Windows Cloud Configuration
Windows 10 cloud configuration is another interesting idea that I need to try out at work. I imagine that Windows 11 will get this feature as well. It essentially turns a Windows PC into a Chromebook in that it runs stuff like browsers, Office365, Teams, etc (Or other productivity apps like Slack/Zoom/Google Workspace) and just a handful of approved applications. I think some will find this too limiting for their employees such as developers or engineers, but others may find it a bit liberating knowing that they can use their PCs at work without having to worry as much about malware. It allows IT to be more of a the good gatekeeper (Hopefully) and not a tyrant, setting a more secure baseline and allow end-users to request applications from their IT staff and give IT the ability to vet applications for security, compliance, accessibility, and more before they roll out to end-user’s PCs.
Windows Store has been a joke ever since it came out with Windows 8. Microsoft was initially so strict that nobody published applications and even made it impossible to publish non-modern applications (Aka apps that didn’t use Microsoft’s newest programming languages and frameworks). It feels like Microsoft has finally realized that the strength of Windows is that it just runs apps from anywhere, whether it’s a native Windows application, a progressive web application, a Linux application, Java application, Election app, Android app, etc. The new Windows 11 store can just be a pointer to another company’s servers to pull down the application and its immediately more useful. Apps like OBS, Zoom, and the Adobe Creative cloud apps are already starting to show up in the store. I really like this idea a lot that Microsoft is curating a store so that it can help guide people to the safest and official download for applications. Instead of Google searching an application and hopping you get directed to the right now and not a scam app or viruses, hopefully the Windows 11 store will build up enough trust over the coming years that non-technical people start defaulting to that rather than risking getting their binaries from the internet.

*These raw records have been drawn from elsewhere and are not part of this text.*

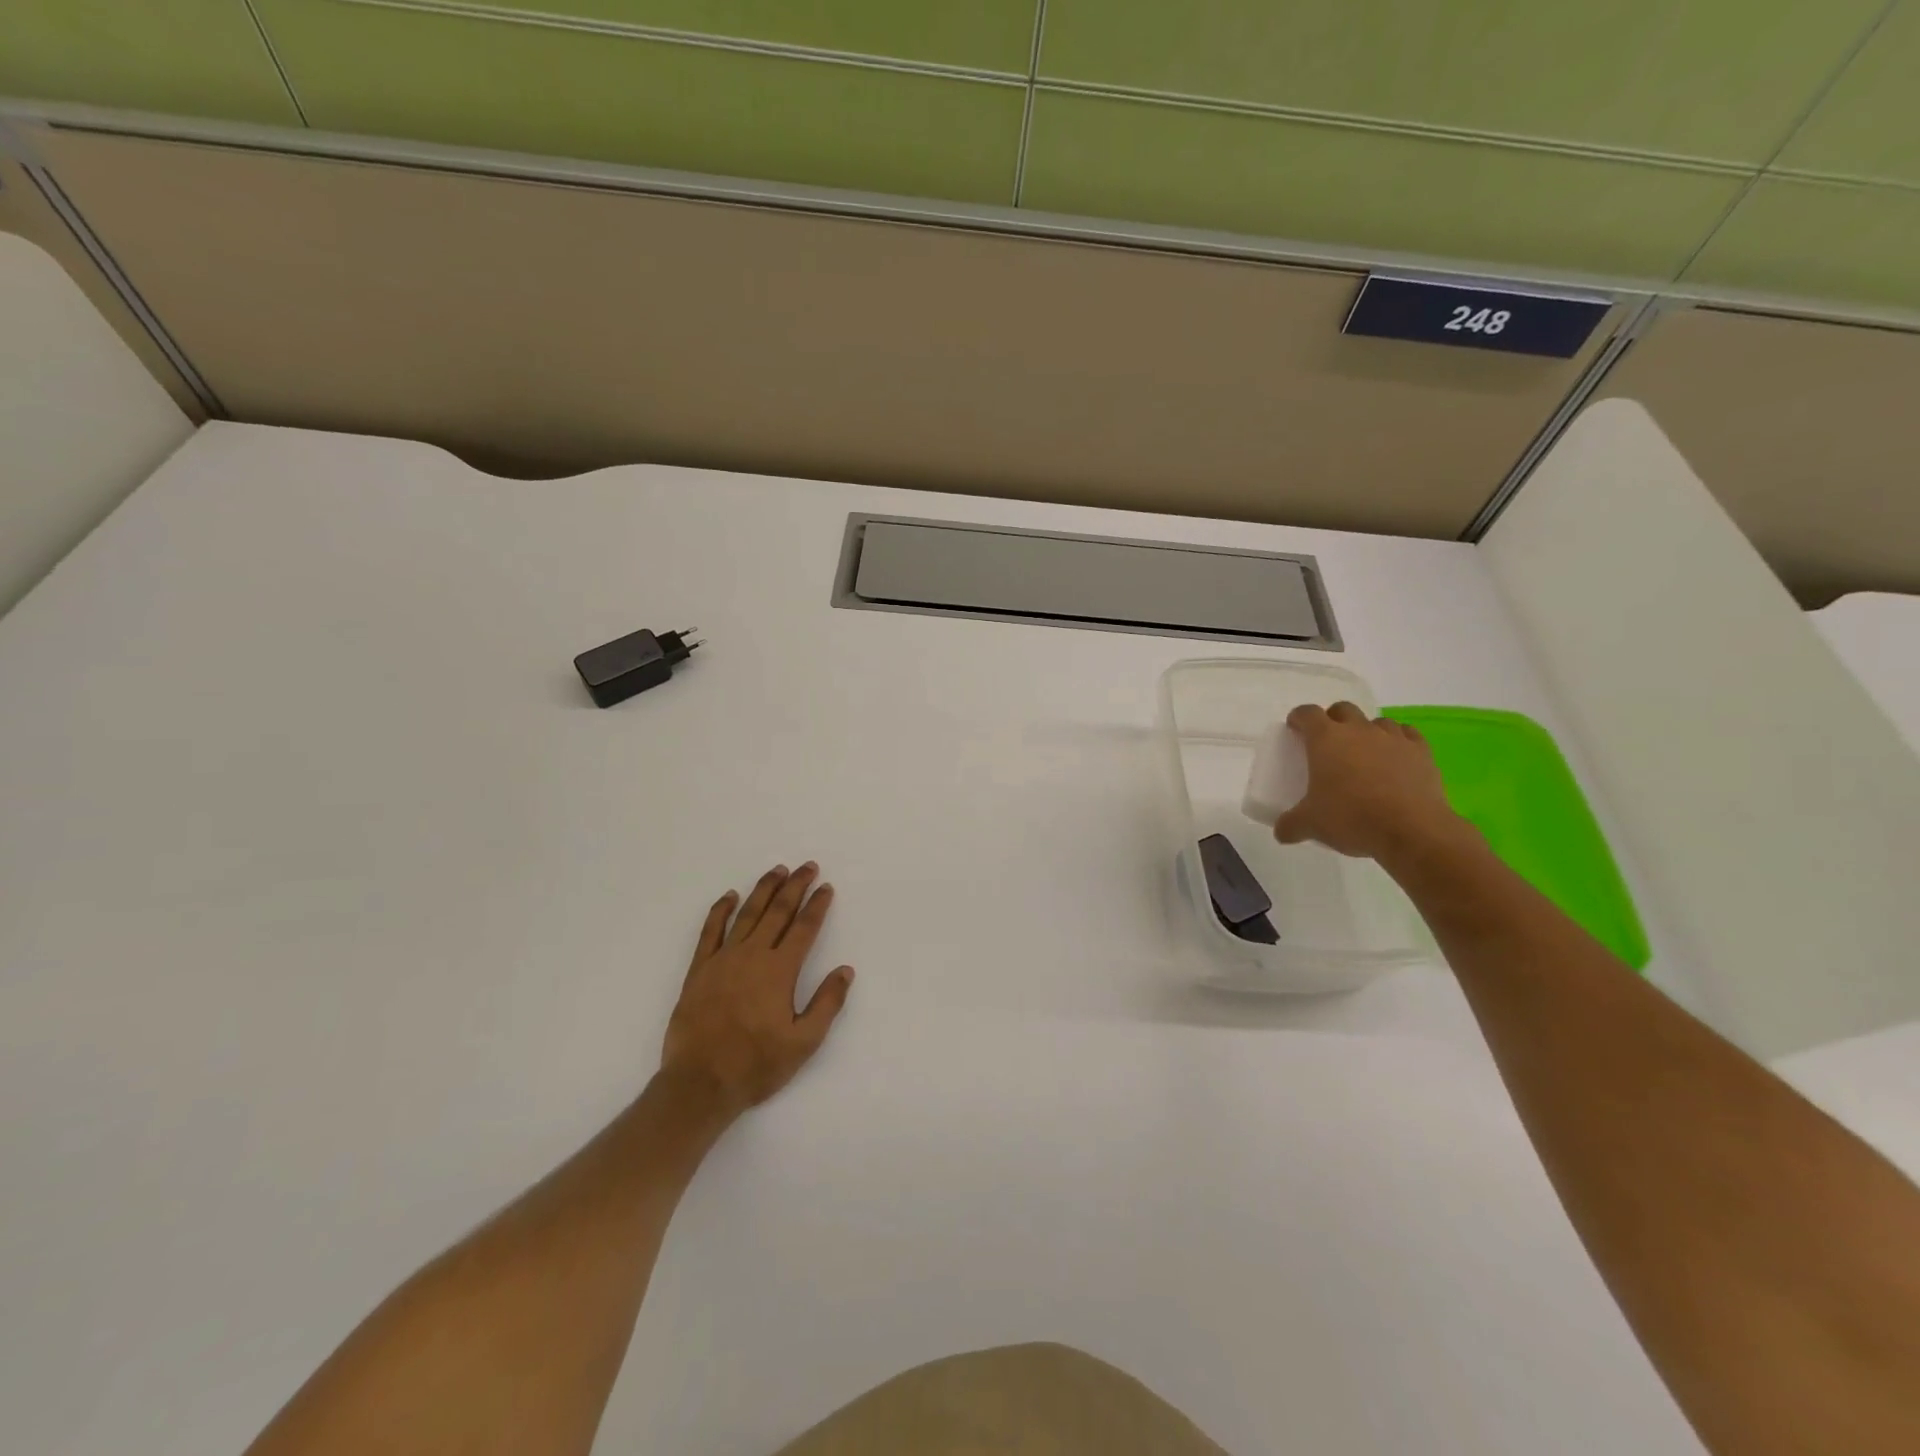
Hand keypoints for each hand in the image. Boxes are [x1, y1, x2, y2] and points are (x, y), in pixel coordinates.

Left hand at [660, 863, 854, 1115]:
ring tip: (777, 871)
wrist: (700, 1083)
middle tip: (807, 867)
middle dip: (795, 886)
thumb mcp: (804, 1042)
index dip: (817, 906)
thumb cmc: (757, 1064)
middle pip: (778, 912)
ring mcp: (723, 960)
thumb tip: (845, 970)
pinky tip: (729, 896)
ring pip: (747, 914)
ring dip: (764, 890)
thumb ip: (827, 1003)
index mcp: (780, 970)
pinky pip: (710, 931)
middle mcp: (753, 956)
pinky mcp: (699, 970)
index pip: (804, 928)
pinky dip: (720, 911)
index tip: (826, 887)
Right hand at [1274, 703, 1466, 862]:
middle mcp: (1358, 730)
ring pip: (1376, 721)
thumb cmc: (1351, 818)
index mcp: (1326, 740)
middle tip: (1329, 742)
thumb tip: (1281, 832)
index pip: (1307, 714)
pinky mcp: (1421, 751)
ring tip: (1364, 753)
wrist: (1412, 830)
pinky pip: (1407, 734)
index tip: (1295, 729)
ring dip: (1367, 731)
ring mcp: (1393, 738)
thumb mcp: (1310, 825)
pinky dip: (1398, 741)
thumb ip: (1290, 825)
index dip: (1298, 718)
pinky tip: (1395, 757)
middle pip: (1343, 709)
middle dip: (1333, 719)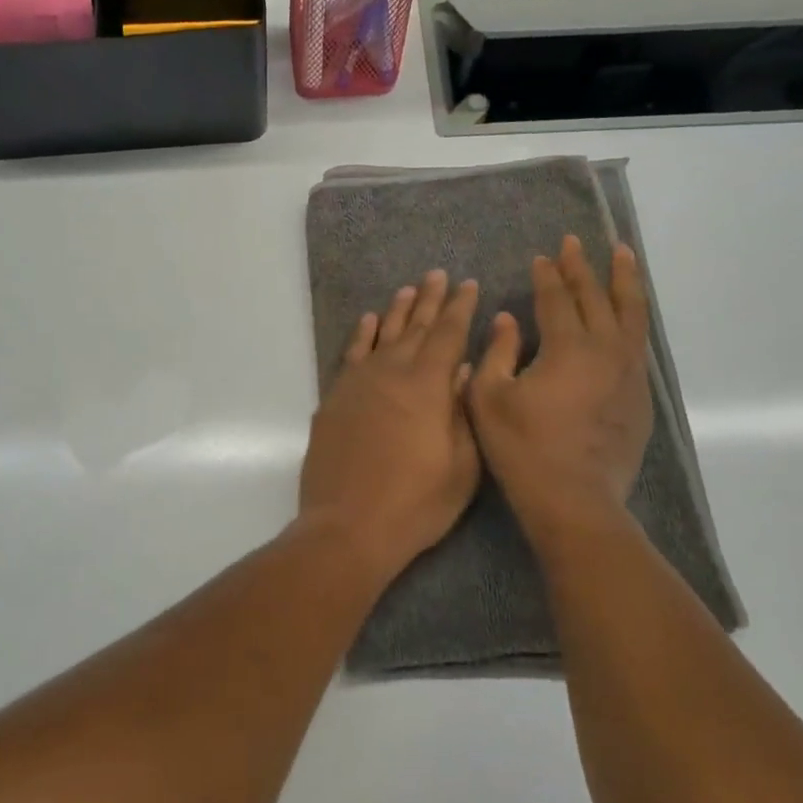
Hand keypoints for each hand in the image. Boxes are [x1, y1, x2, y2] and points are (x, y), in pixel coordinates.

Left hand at [300, 270, 481, 579]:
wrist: (348, 526)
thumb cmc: (416, 503)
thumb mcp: (462, 464)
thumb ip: (464, 411)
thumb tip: (464, 370)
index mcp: (428, 385)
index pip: (448, 334)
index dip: (460, 308)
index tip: (468, 285)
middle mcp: (391, 373)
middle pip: (414, 327)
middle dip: (430, 300)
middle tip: (438, 276)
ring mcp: (357, 384)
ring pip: (380, 336)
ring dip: (396, 312)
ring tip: (408, 290)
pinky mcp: (334, 400)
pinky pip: (350, 356)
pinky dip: (360, 336)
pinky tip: (368, 323)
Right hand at [467, 235, 651, 538]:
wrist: (574, 500)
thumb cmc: (522, 449)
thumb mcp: (488, 398)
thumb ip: (497, 352)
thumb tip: (507, 320)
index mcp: (567, 347)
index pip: (557, 298)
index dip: (548, 275)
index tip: (542, 256)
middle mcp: (606, 350)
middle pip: (597, 297)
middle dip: (584, 267)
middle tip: (576, 242)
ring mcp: (629, 372)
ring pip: (631, 314)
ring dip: (624, 281)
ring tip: (623, 255)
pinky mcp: (640, 395)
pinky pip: (639, 343)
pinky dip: (633, 318)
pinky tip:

Overall, I’m really impressed so far with Windows 11. Its feeling like the Switzerland of operating systems now instead of forcing you to do everything the Microsoft or Apple way. Its much more capable than ChromeOS and with Android apps and stuff like My Phone, it’s a really compelling option to an Android phone user as well. I’m really looking forward to seeing it change and evolve over the next couple of years, but between the look, the application blending, and their overall philosophy for the first time in a long time I am excited about the next version of Windows, even to the point that I could see myself using a Windows machine in the possible future.